К сожалению, я не заметил, как мои походы против коррупции вошли в противоречие с интересами президента. После дела Ходорковского я не изменил свою стратегию и продолжал клеймить российских олигархов. Но все стало по-другому: если раньше я критиковал врагов Путина, то теперь шел против его личных экономических интересов.

Вы, наверное, спросите, почему я этого не заметил. Все дело в том происшествии на дороге. Тогда милиция не захотела связываться со мной, потому что я иностранец. Я полагал, что ко мне не применимы «понятия», которым подчинилась жизнь всей большой страны. Выступай я против коррупции, будучи гражданином России, меня наверняка арестовали бы, избили, а то и убили.

Но тогда Путин еще не был таким бесцеремонным, как сейчас. В то время убийство иностранца выглядело слишком радикальным способом решения проблем, а мой арест превратил бы в заложники и самого Путина: пришлось бы иметь дело с главами западных государств и постоянно выслушивать настоятельные требования освободить меня.
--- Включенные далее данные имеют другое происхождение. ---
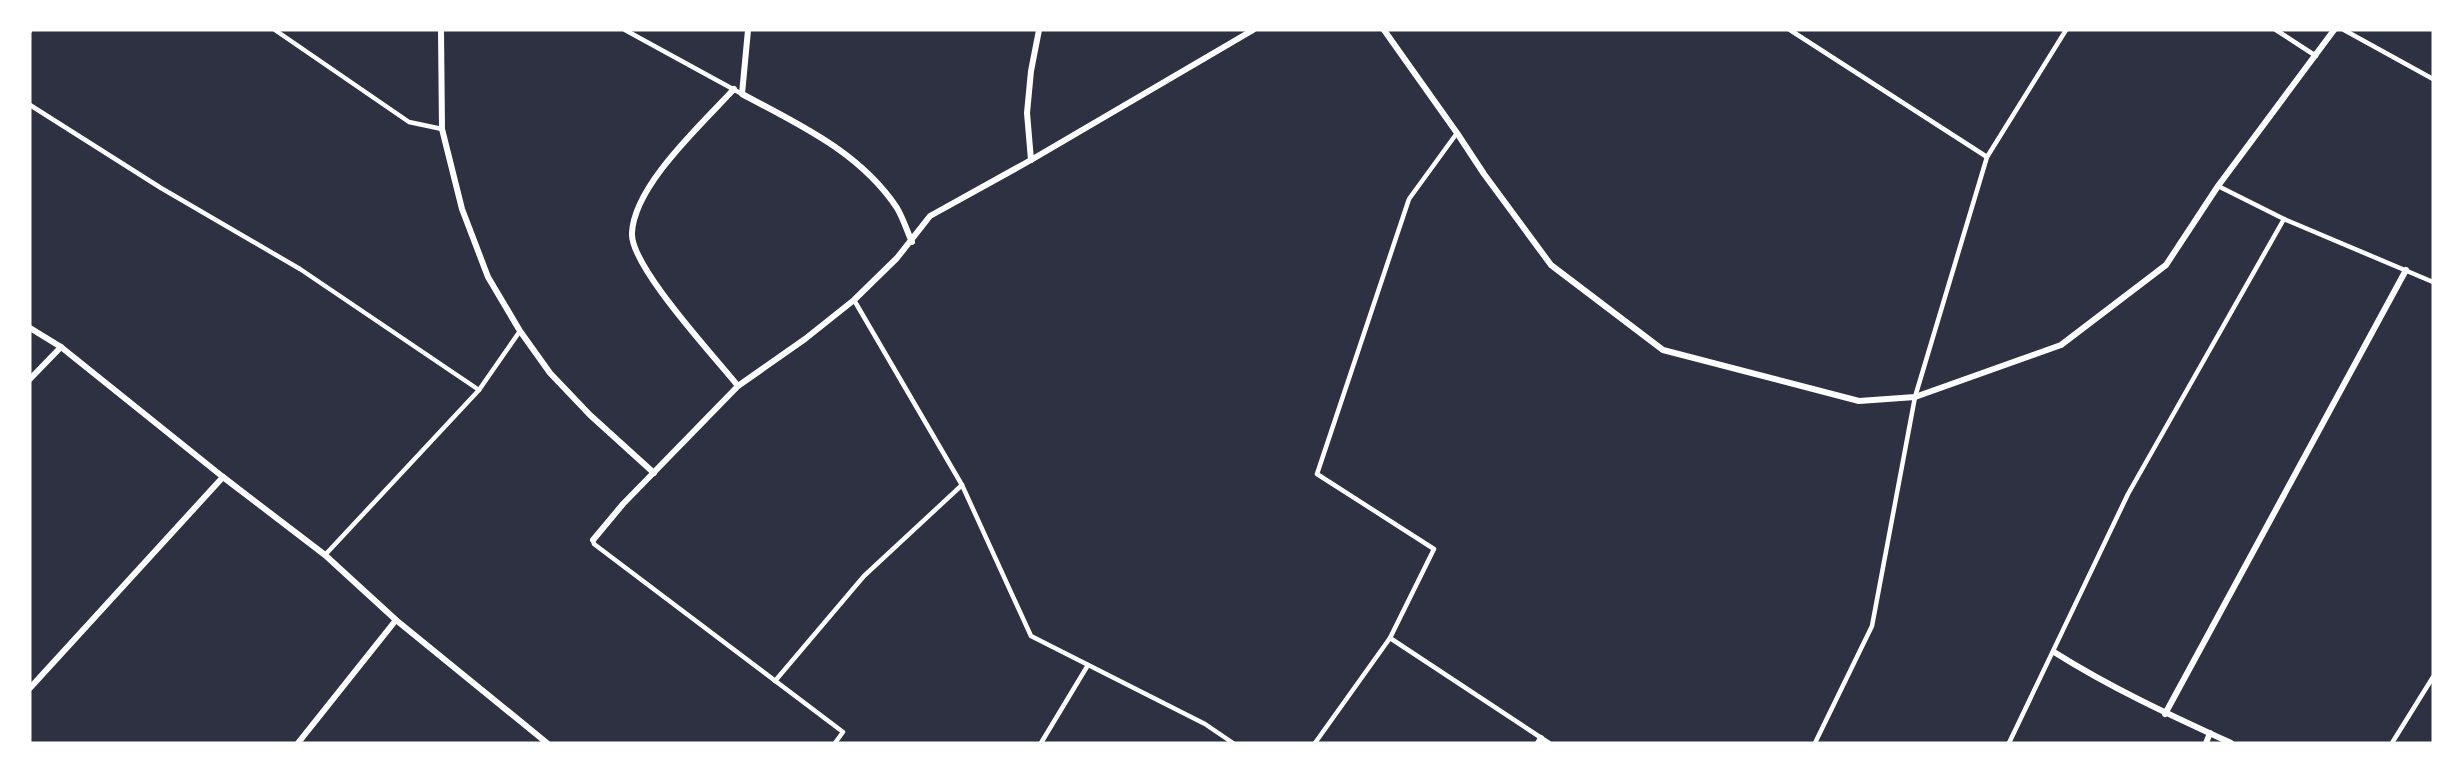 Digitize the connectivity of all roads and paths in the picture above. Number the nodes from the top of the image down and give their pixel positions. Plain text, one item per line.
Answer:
1 (275, 30) edge
2 (441, 30) edge
3 (625, 30) edge
4 (748, 30) edge
5 (1039, 30) edge
6 (1253, 30) edge
7 (1384, 30) edge
8 (1790, 30) edge
9 (2066, 30) edge
10 (2276, 30) edge
11 (2334, 30) edge
12 (2344, 30) edge
13 (2316, 56) junction
14 (2433, 79) edge
15 (734, 89) junction
16 (742, 93) junction
17 (30, 105) edge
18 (442, 129) junction
19 (1457, 133) junction
20 (1987, 157) junction
21 (1031, 160) junction
22 (2218, 186) junction
23 (2284, 219) junction
24 (912, 242) junction
25 (2406, 270) junction
26 (2433, 282) edge
27 (854, 300) junction
28 (30, 328) edge
29 (520, 331) junction
30 (61, 347) junction
31 (30, 380) edge
32 (738, 386) junction
33 (479, 390) junction
34 (1915, 397) junction
35 (654, 473) junction
36 (224, 477) junction
37 (962, 485) junction
38 (593, 540) joint
39 (325, 555) junction
40 (396, 620) junction
41 (1390, 638) junction
42 (2054, 652) junction
43 (1088, 665) junction
44 (2433, 677) edge
45 (775, 681) junction
46 (30, 688) edge
47 (2165, 714) junction
48 (2210, 733) junction
49 (1539, 741) edge
50 (298, 743) edge
51 (547, 743) edge
52 (835, 743) edge
53 (1041, 743) edge
54 (1233, 743) edge
55 (1315, 743) edge
56 (1549, 743) edge
57 (1815, 743) edge
58 (2009, 743) edge
59 (2206, 743) edge
60 (2231, 743) edge
61 (2392, 743) edge

1 - 18 lane
2 - 18 street
3 - 15 lane
4 - 16 street
5 - 21 street
6 - 21 street
7 - 19 street
8 - 20 lane
9 - 20 lane
10 - 13 lane
11 - 13 street
12 - 14 lane
13 - 22 street
15 - 16 lane
15 - 32 street
16 - 24 street
17 - 33 lane
18 - 29 street
19 - 34 street
19 - 41 lane
20 - 34 lane
21 - 24 street
22 - 23 lane
22 - 34 street
23 - 25 lane
23 - 42 lane
24 - 27 street
25 - 26 lane
25 - 47 street
27 - 32 street
27 - 37 lane
28 - 30 street
29 - 33 lane
29 - 35 street
30 - 31 street
30 - 36 street
32 - 35 street
33 - 39 lane
34 - 57 lane
35 - 38 street
36 - 39 street
36 - 46 street
37 - 43 lane
37 - 45 lane
38 - 45 lane
39 - 40 street
40 - 50 street
40 - 51 street
41 - 49 lane
41 - 55 lane
42 - 47 street
42 - 58 lane
43 - 53 lane
43 - 54 lane
44 - 61 lane
45 - 52 lane
47 - 48 street
48 - 59 street
48 - 60 street
49 - 56 lane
В итоге Путин пошел на компромисс, который устраивал всех в его окружении: 13 ноября 2005 года, когда я возвращался из Лондона в Москву, меня остановили в вип-зале Шереметьево-2, задержали на пятнадцать часов и выслали из страны.

19. Угроза национальной безопасности

Сразу после того, как в ноябре 2005 года меня выслали из России, я начал обзванивать всех, пытаясь выяснить, что же произошло.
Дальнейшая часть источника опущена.